What the exercise asks: Check each line of the material that follows, and copy those holding the string "Samsara".

Input records:
○ ○ ○

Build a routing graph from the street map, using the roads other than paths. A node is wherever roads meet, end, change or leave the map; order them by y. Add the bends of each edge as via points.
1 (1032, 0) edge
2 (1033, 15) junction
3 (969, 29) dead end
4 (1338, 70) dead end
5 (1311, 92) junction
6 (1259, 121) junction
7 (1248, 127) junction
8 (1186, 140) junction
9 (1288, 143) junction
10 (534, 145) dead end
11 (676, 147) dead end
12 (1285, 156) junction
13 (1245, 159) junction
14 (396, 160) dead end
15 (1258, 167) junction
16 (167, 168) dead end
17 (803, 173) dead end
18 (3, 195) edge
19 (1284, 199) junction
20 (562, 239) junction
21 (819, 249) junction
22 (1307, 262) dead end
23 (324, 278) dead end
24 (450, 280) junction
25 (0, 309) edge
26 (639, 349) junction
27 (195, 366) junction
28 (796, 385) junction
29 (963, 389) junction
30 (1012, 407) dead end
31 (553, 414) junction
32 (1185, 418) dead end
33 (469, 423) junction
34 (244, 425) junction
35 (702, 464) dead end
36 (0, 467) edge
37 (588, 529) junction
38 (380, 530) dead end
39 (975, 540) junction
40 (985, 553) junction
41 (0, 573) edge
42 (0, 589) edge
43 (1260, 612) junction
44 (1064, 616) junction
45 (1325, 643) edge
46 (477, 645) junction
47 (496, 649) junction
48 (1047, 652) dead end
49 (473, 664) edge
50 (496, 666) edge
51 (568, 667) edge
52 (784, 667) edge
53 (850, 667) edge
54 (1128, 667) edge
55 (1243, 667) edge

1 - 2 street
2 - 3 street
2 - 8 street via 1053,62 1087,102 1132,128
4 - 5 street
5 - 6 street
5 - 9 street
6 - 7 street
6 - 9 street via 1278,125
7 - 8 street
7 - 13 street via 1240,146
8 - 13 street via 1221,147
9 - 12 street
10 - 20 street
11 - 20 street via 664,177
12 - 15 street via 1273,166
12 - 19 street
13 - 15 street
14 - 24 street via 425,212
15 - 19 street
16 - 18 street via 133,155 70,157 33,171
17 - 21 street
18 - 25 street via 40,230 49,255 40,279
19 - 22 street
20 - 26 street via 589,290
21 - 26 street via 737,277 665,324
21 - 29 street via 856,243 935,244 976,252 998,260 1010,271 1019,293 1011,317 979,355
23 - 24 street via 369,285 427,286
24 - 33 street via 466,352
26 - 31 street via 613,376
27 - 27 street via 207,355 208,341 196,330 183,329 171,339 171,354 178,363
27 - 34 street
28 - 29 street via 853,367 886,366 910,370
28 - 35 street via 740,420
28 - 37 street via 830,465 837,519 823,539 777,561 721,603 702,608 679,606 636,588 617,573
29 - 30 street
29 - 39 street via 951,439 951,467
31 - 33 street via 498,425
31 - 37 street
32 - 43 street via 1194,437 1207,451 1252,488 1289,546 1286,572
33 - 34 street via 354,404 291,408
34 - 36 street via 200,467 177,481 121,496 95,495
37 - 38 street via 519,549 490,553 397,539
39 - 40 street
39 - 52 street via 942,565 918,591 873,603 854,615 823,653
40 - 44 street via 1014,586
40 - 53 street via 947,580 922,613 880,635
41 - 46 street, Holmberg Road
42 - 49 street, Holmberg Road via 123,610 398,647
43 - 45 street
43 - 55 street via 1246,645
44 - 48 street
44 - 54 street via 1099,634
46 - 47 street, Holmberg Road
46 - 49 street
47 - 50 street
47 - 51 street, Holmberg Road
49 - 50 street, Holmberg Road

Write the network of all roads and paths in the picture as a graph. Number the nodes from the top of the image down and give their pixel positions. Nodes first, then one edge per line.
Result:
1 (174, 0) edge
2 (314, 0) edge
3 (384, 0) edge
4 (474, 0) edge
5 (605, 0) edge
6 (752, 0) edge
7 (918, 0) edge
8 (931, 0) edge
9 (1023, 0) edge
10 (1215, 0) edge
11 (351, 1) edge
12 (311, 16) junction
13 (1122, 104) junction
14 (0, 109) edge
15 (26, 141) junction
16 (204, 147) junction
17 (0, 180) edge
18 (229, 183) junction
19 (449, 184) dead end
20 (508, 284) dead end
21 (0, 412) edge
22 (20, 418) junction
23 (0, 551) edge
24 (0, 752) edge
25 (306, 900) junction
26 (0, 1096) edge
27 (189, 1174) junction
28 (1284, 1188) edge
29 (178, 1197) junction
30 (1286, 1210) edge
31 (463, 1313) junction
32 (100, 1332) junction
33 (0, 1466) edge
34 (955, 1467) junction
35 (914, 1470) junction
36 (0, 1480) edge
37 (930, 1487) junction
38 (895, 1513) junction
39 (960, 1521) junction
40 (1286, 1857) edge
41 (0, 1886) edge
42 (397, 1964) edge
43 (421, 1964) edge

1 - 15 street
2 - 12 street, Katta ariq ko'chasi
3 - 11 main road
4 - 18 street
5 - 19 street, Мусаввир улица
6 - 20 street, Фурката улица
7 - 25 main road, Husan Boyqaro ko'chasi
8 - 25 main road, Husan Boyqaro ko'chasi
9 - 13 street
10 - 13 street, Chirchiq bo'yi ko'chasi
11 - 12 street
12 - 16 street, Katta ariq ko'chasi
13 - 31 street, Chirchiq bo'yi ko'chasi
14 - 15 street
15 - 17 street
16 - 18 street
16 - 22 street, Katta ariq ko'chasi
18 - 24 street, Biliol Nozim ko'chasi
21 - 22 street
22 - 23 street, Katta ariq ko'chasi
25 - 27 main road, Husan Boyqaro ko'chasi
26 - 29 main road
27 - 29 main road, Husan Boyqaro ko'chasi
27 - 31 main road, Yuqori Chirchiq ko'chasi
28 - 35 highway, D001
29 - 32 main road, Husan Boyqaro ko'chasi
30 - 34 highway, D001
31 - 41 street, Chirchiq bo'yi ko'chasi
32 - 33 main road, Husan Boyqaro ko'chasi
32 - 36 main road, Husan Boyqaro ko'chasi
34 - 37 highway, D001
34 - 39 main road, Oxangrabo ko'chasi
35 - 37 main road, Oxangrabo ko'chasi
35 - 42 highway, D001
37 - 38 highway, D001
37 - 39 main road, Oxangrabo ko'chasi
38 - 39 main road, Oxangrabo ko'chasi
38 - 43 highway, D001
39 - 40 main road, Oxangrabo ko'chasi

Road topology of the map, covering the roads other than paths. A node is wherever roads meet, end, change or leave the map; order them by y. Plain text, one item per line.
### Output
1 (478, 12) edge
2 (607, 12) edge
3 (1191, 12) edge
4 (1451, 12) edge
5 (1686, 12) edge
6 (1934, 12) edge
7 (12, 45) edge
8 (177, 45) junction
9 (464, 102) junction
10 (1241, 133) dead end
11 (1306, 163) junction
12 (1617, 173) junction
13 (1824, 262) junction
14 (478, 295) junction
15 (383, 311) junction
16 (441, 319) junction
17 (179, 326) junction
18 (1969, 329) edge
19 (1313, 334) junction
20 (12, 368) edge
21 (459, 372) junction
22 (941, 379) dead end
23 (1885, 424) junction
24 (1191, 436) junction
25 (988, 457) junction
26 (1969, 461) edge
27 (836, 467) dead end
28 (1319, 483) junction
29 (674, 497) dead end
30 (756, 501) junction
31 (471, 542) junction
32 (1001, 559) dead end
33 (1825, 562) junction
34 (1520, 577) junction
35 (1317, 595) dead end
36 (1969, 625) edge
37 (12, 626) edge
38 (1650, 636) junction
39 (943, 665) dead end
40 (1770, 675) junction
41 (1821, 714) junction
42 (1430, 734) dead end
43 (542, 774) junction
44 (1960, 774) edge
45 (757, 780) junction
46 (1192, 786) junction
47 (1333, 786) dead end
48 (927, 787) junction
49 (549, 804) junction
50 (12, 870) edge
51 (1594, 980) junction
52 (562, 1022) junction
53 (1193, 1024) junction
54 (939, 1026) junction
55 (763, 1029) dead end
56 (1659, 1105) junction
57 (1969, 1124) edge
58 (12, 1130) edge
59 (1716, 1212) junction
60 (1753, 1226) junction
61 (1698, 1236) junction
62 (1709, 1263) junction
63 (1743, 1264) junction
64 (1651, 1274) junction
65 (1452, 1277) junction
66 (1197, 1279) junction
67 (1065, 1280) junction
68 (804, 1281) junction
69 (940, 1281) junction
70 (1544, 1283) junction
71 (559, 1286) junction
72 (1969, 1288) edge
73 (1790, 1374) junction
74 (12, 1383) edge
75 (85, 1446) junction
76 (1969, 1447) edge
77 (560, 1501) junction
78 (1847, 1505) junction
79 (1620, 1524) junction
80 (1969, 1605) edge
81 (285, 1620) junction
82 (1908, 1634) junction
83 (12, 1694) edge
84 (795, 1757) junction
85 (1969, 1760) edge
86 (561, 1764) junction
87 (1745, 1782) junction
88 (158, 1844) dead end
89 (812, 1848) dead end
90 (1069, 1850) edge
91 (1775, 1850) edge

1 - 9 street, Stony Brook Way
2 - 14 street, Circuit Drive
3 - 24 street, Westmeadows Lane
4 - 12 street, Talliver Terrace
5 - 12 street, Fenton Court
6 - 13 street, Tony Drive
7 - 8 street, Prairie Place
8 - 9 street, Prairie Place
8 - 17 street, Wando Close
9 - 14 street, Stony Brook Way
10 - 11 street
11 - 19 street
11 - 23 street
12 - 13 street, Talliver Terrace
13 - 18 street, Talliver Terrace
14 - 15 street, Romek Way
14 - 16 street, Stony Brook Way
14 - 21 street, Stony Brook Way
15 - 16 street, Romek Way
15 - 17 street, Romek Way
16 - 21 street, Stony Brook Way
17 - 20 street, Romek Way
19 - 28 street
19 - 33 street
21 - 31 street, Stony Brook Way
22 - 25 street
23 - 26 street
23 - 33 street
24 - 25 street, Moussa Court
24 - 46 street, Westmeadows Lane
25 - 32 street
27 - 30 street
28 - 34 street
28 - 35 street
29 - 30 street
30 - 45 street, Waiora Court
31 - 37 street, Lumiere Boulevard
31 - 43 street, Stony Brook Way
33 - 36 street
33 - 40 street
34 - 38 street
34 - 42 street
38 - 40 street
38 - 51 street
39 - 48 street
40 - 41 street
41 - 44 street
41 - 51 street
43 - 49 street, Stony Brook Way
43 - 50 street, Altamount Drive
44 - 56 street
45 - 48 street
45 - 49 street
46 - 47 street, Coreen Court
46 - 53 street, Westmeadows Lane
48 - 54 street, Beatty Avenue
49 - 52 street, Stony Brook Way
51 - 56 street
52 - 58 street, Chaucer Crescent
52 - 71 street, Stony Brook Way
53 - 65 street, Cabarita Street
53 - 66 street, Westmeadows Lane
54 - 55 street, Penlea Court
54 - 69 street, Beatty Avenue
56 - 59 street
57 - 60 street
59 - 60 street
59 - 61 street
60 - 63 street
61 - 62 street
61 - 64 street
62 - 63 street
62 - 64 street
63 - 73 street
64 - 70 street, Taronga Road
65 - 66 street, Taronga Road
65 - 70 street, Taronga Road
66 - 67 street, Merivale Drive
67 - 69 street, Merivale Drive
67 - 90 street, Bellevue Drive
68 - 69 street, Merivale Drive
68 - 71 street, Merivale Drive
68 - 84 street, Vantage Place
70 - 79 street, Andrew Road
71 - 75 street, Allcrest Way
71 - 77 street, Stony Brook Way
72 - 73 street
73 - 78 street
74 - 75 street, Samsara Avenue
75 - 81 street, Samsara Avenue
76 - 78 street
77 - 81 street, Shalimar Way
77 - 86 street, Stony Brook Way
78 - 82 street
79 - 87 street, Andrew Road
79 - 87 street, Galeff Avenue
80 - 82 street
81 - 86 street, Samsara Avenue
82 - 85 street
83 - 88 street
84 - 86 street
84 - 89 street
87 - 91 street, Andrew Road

○ ○ ○

Reply:
74 - 75 street, Samsara Avenue
75 - 81 street, Samsara Avenue
81 - 86 street, Samsara Avenue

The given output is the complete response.